Face Of The Void (Desa Kincaid Book 3)
Page 2
“Yes, it is,” Desa agreed. “But they aren’t ghosts.” She waved her hand through the spectral image of an old woman who seemed to be hobbling across the street. “It’s only sculpted light. No different from a painting, just much more advanced.”
The front steps of a grand building appeared over the hill that led up to the temple. A fitting place, in Desa’s estimation. The building itself was magnificent, round with a domed roof.
A man in this world’s equivalent of a suit stood behind a podium at the foot of those stairs. “Thank you all for being with us on this momentous day,” he said to an audience that had gathered around Desa and Kalia. “For many years now, our physicists have suspected that the Unifying Field expands beyond the confines of our world.
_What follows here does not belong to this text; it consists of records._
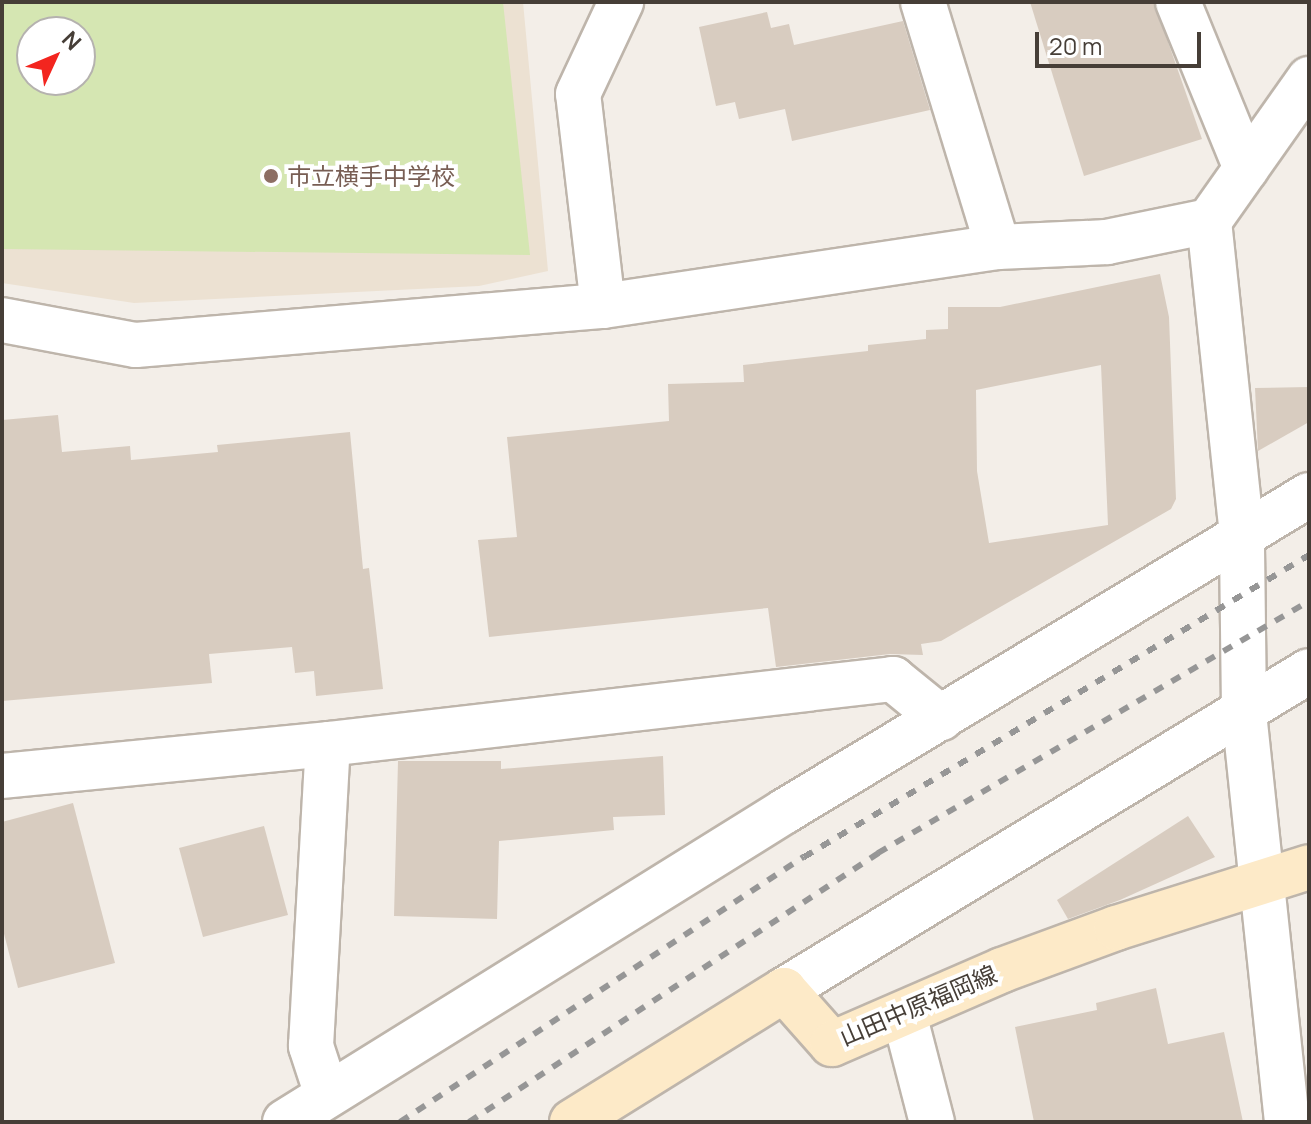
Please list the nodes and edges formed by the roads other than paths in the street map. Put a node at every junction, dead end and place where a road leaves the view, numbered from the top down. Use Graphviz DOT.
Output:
graph roads {
  1 [pos="621,2"];
  2 [pos="923,2"];
  3 [pos="1178,2"];
  4 [pos="1309,79"];
  5 [pos="1246,169"];
  6 [pos="1209,221"];
  7 [pos="998,247"];
  8 [pos="603,306"];
  9 [pos="2,320"];
  10 [pos="1309,495"];
  11 [pos="1242,535"];
  12 [pos="1309,671"];
  13 [pos="1244,710"];
  14 [pos="941,718"];
  15 [pos="328,744"];
  16 [pos="2,776"];
  17 [pos="1309,867"];
  18 [pos="1260,881"];
  19 [pos="784,990"];
  20 [pos="904,1014"];
  21 [pos="327,1095"];
  22 [pos="285,1122"];
  23 [pos="572,1122"];
  24 [pos="932,1122"];
  25 [pos="1287,1122"];
  1 -- 8 [label="street"];
  2 -- 7 [label="street"];
  3 -- 5 [label="street"];
  4 -- 5 [label="street"];
  5 -- 6 [label="street"];
  6 -- 7 [label="street"];
  6 -- 11 [label="street"];
  7 -- 8 [label="street"];
  8 -- 9 [label="street"];
  10 -- 11 [label="street"];
  11 -- 13 [label="street"];
  11 -- 14 [label="street"];
  12 -- 13 [label="street"];
  13 -- 18 [label="street"];
  13 -- 19 [label="street"];
  14 -- 15 [label="street"];
  14 -- 21 [label="street"];
  15 -- 16 [label="street"];
  15 -- 21 [label="street"];
  17 -- 18 [label="main road, 山田中原福岡線"];
  18 -- 20 [label="main road, 山田中原福岡線"];
  18 -- 25 [label="street"];
  19 -- 20 [label="main road, 山田中原福岡線"];
  19 -- 23 [label="main road"];
  20 -- 24 [label="street"];
  21 -- 22 [label="street"];
}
Beyond the confines of our solar system.”
Desa exchanged a glance with her partner.
“Now, at last, we have confirmation,” the man went on. “Not only does the Unifying Field permeate every inch of space within this universe, it also connects to many others. Worlds so very much like our own but where history unfolded differently.”
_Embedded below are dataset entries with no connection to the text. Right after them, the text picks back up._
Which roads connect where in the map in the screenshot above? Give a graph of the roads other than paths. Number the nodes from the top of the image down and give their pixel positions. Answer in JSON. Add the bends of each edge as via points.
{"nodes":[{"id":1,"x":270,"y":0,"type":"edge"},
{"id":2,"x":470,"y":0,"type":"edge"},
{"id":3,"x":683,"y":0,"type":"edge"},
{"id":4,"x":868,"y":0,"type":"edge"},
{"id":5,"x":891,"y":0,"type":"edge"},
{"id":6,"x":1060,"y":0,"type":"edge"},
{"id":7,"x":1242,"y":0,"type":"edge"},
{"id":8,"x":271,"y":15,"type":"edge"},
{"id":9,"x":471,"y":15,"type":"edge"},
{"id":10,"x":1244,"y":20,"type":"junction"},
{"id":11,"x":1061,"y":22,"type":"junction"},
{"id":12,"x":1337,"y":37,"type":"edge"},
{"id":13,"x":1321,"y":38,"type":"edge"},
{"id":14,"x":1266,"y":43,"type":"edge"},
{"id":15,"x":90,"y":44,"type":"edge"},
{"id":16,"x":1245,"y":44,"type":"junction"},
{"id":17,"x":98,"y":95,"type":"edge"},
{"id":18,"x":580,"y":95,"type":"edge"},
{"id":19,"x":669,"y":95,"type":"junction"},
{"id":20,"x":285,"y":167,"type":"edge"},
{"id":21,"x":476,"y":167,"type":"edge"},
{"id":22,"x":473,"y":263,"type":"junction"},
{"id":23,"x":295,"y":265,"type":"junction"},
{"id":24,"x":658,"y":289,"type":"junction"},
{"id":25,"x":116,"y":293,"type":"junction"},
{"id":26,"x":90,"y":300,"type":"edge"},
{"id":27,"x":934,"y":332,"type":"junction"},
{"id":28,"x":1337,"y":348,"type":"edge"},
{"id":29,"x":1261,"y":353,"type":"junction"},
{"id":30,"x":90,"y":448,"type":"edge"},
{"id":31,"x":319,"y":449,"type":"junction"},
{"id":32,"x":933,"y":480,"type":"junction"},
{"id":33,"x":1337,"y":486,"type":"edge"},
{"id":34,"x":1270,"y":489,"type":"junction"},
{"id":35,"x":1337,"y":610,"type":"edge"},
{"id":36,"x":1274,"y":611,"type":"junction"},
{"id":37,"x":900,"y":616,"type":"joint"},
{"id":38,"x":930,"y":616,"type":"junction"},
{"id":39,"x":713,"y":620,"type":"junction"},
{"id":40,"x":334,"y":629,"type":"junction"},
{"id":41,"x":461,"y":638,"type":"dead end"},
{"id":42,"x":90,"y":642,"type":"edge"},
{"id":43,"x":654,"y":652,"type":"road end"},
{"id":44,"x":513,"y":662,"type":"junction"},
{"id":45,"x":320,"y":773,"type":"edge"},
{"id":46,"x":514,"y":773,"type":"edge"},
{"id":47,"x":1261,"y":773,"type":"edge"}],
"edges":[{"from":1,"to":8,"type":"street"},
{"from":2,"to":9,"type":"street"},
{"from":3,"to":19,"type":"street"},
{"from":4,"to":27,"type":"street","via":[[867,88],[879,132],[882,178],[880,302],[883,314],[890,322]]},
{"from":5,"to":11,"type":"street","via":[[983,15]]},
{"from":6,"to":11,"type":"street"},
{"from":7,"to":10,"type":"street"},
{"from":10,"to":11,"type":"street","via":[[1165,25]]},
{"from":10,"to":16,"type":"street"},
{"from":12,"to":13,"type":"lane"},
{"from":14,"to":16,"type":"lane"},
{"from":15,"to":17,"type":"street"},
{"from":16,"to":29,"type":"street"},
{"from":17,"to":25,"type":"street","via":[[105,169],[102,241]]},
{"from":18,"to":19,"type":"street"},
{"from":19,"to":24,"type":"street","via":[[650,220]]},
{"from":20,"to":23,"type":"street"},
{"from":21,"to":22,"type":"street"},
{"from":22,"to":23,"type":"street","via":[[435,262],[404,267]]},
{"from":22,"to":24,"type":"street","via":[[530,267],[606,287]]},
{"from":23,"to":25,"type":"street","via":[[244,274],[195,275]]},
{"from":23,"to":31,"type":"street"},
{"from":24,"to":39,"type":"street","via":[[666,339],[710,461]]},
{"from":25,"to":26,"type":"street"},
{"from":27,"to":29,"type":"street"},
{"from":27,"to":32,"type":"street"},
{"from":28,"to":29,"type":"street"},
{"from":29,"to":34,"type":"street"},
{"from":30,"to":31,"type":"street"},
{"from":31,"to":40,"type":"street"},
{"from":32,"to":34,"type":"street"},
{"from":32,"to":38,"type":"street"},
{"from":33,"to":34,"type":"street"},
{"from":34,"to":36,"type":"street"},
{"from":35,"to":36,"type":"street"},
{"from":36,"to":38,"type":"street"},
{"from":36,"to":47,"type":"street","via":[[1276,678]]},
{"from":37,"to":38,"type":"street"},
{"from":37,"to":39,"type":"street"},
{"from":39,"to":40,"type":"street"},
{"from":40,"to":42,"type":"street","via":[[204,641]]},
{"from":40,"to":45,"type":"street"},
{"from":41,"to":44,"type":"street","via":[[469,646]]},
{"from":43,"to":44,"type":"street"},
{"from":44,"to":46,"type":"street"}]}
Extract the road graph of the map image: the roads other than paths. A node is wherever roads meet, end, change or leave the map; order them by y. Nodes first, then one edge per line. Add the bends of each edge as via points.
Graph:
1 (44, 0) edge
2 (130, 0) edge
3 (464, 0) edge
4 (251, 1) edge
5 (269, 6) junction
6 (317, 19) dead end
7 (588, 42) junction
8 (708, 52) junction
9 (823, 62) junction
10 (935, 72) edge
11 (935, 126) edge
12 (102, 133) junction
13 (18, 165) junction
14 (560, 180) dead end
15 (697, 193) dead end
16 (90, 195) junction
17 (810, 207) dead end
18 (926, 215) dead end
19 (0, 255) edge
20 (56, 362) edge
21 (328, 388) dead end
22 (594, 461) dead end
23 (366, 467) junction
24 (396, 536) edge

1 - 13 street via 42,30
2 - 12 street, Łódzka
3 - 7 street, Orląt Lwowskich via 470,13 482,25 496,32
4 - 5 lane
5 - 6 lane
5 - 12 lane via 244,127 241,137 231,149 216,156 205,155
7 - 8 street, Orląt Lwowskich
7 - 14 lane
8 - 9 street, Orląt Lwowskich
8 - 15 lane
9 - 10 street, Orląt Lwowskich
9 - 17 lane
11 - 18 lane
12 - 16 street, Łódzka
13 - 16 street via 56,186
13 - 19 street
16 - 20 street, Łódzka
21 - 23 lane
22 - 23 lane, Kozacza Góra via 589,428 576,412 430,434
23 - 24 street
Desa strode forward, passing through ghostly figure after ghostly figure as she approached the stairs. “Other universes,” she murmured. “I think I understand.”
“That makes one of us,” Kalia said.
The man at the podium smiled for the crowd. “The Unifying Field can bridge one universe with another,” he said. “Our people will step into a new frontier, explore new worlds, create new possibilities.”
He turned, gesturing to something on the stairs behind him.
Desa looked up to find two men in white coats on the top step. Scientists, she suspected. And standing between them was a metal doorway with glyphs on its surface. Metal. So, not the same device that she had discovered in the cavern. But a companion to it, perhaps.
The image faded away, buildings, people and cars all vanishing, but the crystal continued to emit soft, blue light. Enough to illuminate the entire clearing.
Kalia stepped forward with her mouth agape, shuddering as she drew in a breath. The poor woman was trying to make sense of what she had seen. “They were travelers from another universe? And they came here?”
“And settled.”
“What?”
“They’re our ancestors, my love,” Desa said. “I’m sure of it.”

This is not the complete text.